Single page Print

The Exynos 5433 SoC
We know the major components of the Exynos 5433 SoC thanks to the Note 4's public specifications, but quite a few of the details are still mysterious. When asked, Samsung's System LSI confirmed that the chip is manufactured on a 20-nm fabrication process, but the company declined to answer our other questions about this SoC's specifics. At least this TechInsights teardown gives us a look at the Note 4's motherboard. Happily, ARM has been fairly forthcoming about some of the major components used in this chip, as well.

Samsung Galaxy Note 4
SoC Samsung Exynos 5433
Manufacturing process Samsung 20 nm
Die size 113 mm²
CPU cores 4 Cortex-A57 + 4 Cortex-A53
A53 quad die area 4.6 mm²
A57 quad die area 15.1 mm²
Max core frequency 1.9GHz (A57) / 1.3GHz (A53)
System memory 3GB LP-DDR3
Memory config 2 x 32-bit channels at 825 MHz

The Exynos 5433 hosts a pair of quad-core CPU clusters, one comprised of Cortex-A53 cores and the other of Cortex-A57s. These CPU cores are compatible with the 64-bit ARMv8 instruction set architecture. Samsung has paired them with a 32-bit version of Android, so the Note 4 can't reap all of the benefits of ARM's new instruction set (which can add up to a ~6% performance improvement independent of other factors.) Still, the Note 4 does make use of ARM's updates to the 32-bit AArch32 instructions, so it shares in some of the improvements, including AES encryption acceleration.

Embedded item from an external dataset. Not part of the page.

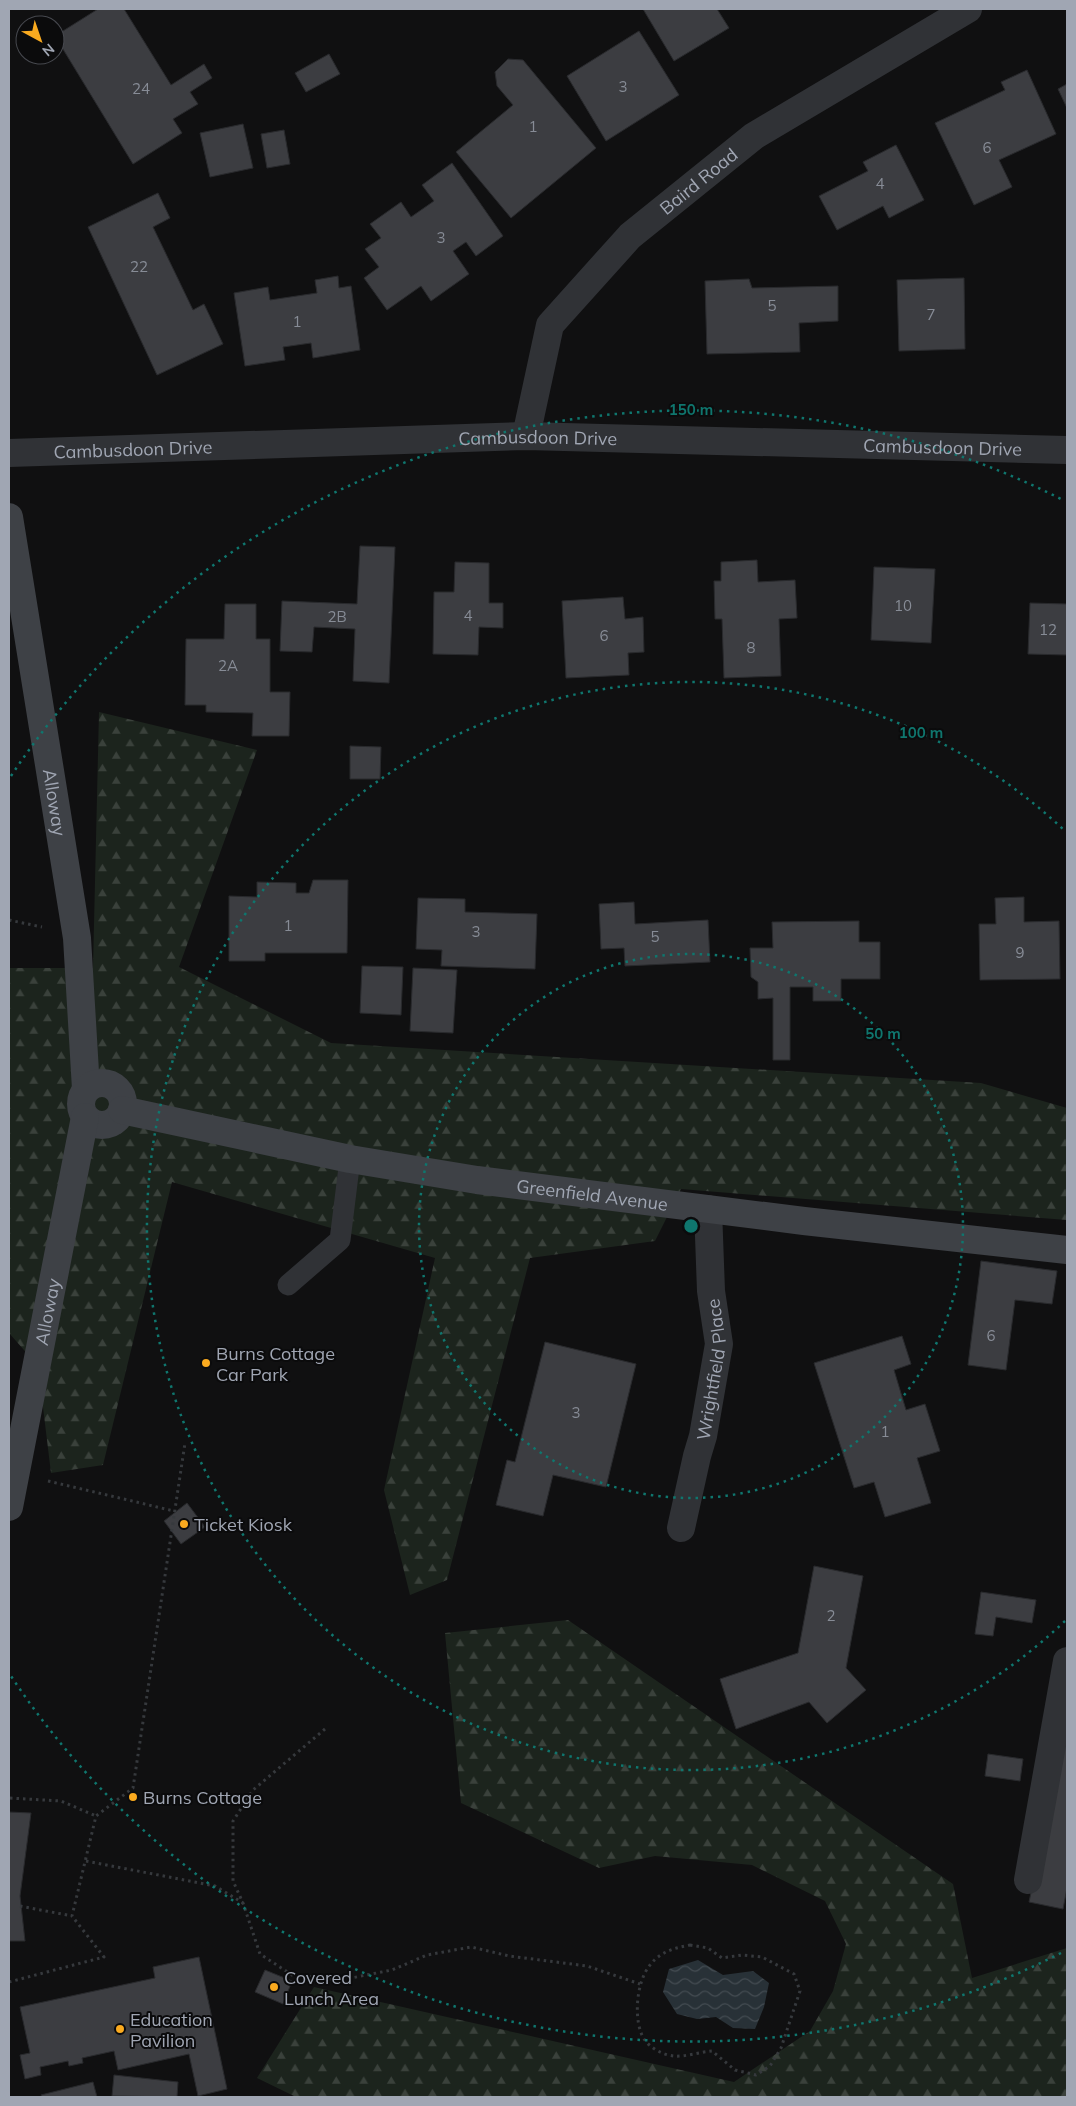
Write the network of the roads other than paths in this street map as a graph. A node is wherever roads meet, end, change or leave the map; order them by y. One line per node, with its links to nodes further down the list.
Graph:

The presence of eight CPU cores may seem like overkill for a phone—and it probably is—but Samsung's engineers have made the SoC more efficient by implementing ARM's big.LITTLE scheme for power-efficient performance. To understand how big.LITTLE works, we first need to understand the differences between the CPU cores in question.

The Cortex-A53 is the latest iteration of ARM's small, ultra-efficient CPU core for application processors, the successor to the Cortex-A5 and A7. This core has a pretty small footprint. Four A53s situated together in a quad occupy about the same die area as a single Cortex-A57.

The A53's microarchitecture borrows heavily from the Cortex-A7 before it. The A53 can issue two instructions per clock cycle, and instructions execute in program order. The main execution pipeline is just five stages long, while the floating-point/SIMD side has seven stages. ARM thinks the A53 has taken this simple structure about as far as possible in terms of instruction throughput and power efficiency. Thanks to a host of tweaks—including better branch prediction, higher internal throughput, and power reductions than can be converted back into performance—the A53 is over 40% faster than the Cortex A7, according to ARM's own estimates. (In fact, ARM tells us the A53 is roughly 15% faster than the mid-sized Cortex-A9 rev4.) Crucially, the Cortex-A53 is fully ARMv8 and 64-bit compliant.

A block diagram of the Cortex-A57 CPU. Source: ARM.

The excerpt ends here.